My life can feel like chaos theory in action. I’m involved with our two active teens at home, helping our two young adult children navigate life, teaching, and trying to have some time with my husband.  With all that’s going on in my life, here are my top three secrets on how to create mindful moments for myself. Mindful moments allow me to have the energy to support others in my home and my work.

Secret #1

The first secret is to know the definition and feeling of Peace. I have the following quote on my fridge door:

Peace –  It does not mean to be in a place where there is no noise, trouble or hard work. It means to be in the midst of those things and still be calm in your heart.”

This simple refrigerator magnet reminds me to be in the moment. I need to stop and breathe, recognize that the only moment I have is this moment. Then ask myself, “how do I want to spend this moment?” The practice of mindfulness has helped me to pay attention to the heartfelt intention toward myself and others. I say practice because that is what it is, doing the same thing over and over within myself.

This morning I noticed that my son was very slow in getting up for school. In the past, I would have been loudly encouraging them to “get a move on and daylight is burning.” I would yell this up the stairs. This morning I reminded him of the time and when his friend was coming to pick him up. Then I went about making my breakfast. It was hard to not keep reminding him to hurry, but I stopped myself, took a breath and ate my eggs. He made it on time!

Secret #2

There are days when I can’t calmly take in the behaviors of my teens. This is when I use my second secret, giving myself an Adult Time Out. When the kids were younger, we had a “time out” chair for them. Out-of-hand behaviors got them a few minutes in the “time out” chair to calm down. Now they are a little big for the time out chair and yet there are moments I wish I could return them to that spot.  I am now the one that takes the time out.

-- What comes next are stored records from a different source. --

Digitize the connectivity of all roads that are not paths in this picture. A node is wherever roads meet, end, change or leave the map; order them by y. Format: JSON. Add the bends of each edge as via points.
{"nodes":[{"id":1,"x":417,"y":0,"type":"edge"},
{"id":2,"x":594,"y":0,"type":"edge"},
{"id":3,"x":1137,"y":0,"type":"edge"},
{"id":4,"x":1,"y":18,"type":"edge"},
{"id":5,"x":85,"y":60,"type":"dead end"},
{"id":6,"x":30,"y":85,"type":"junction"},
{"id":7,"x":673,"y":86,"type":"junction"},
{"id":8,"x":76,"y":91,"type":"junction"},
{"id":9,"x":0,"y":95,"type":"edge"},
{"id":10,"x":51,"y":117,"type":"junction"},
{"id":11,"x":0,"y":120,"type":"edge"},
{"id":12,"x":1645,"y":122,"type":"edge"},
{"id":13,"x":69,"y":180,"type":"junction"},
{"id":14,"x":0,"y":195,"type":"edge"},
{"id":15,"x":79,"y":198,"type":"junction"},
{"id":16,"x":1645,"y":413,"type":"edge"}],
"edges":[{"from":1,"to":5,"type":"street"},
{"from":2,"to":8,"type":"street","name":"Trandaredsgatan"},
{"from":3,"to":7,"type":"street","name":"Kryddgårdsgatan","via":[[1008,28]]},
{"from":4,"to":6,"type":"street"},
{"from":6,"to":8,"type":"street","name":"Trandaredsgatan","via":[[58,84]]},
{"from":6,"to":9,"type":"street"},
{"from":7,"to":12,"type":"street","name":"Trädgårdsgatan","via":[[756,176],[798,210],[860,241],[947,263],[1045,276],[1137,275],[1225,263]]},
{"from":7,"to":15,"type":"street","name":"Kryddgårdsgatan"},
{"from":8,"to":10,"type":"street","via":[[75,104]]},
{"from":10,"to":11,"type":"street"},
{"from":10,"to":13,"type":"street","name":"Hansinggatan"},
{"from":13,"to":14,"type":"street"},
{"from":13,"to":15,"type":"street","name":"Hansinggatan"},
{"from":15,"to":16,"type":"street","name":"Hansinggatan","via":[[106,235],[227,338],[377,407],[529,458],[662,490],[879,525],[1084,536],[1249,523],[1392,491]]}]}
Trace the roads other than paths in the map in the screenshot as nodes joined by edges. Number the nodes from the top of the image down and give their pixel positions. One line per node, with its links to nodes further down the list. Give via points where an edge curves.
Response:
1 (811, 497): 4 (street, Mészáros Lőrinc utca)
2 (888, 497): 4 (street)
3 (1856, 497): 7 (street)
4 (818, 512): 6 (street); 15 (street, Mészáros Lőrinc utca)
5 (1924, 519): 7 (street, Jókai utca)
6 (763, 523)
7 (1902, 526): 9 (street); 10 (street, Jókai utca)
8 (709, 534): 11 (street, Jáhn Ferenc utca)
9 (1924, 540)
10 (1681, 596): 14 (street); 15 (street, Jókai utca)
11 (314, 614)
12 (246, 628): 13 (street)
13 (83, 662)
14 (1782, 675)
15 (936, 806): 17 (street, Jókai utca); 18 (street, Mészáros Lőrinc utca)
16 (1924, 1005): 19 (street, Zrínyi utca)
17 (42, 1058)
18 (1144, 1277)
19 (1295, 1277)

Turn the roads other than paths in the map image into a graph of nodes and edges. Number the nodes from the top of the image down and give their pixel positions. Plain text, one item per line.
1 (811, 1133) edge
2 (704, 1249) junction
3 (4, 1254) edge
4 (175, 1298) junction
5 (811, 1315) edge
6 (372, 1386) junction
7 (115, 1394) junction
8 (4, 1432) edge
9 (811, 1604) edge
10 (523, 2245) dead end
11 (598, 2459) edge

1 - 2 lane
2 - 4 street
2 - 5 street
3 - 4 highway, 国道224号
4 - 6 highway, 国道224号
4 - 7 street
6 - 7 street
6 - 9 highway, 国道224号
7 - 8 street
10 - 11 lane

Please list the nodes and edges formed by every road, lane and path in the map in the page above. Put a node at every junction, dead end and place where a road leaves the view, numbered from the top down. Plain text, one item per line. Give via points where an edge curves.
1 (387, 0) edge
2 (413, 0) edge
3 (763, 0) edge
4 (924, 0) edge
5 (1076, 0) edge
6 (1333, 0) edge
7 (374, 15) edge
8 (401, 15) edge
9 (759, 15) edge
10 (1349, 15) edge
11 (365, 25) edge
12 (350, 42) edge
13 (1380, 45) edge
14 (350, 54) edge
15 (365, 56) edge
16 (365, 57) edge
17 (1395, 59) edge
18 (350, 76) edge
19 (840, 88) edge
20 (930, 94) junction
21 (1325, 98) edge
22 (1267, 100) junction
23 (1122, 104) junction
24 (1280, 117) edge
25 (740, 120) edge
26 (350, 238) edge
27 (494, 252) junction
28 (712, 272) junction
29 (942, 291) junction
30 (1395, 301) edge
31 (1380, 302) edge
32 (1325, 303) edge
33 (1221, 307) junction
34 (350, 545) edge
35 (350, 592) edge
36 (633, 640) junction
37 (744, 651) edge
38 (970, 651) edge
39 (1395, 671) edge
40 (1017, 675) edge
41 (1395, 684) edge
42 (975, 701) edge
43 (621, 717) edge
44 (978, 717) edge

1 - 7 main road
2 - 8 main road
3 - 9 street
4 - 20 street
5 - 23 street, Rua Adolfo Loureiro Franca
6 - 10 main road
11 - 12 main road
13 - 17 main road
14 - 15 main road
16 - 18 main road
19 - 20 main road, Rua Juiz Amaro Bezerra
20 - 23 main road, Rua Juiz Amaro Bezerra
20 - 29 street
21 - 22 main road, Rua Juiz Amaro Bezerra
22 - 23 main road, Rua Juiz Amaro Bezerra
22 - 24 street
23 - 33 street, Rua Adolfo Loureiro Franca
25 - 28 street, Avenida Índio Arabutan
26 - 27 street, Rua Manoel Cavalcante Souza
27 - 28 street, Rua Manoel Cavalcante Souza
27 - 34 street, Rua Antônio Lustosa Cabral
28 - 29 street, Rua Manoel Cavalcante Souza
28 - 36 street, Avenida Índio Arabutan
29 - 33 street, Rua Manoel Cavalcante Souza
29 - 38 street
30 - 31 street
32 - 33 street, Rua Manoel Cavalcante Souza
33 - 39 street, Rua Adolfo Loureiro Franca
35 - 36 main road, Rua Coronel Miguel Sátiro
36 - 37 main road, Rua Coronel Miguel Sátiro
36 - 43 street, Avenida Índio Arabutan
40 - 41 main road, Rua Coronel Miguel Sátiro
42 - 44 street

In moments when my emotions are so heightened, I grab my journal and my needs and feelings cards off the top of the fridge. In a state of heightened emotions, I head to our bedroom for a little Adult Time Out.

What do I do there? I take out my feelings cards and go through them searching for the feelings I am currently having in my mind and body. I lay the cards out and ask myself, “What was I needing at that moment from myself and from others around me?” I quickly shuffle through the needs cards to search for those needs that resonate with me. Then I journal.

Sometimes my handwriting is large scribbles and heavy-handed. As I exhaust my emotions onto the page, my energy changes and so do my words, taking me to a place of calm. Calm enough to move from the bedroom into a discussion with those around me, I share what I needed and was feeling in the moment.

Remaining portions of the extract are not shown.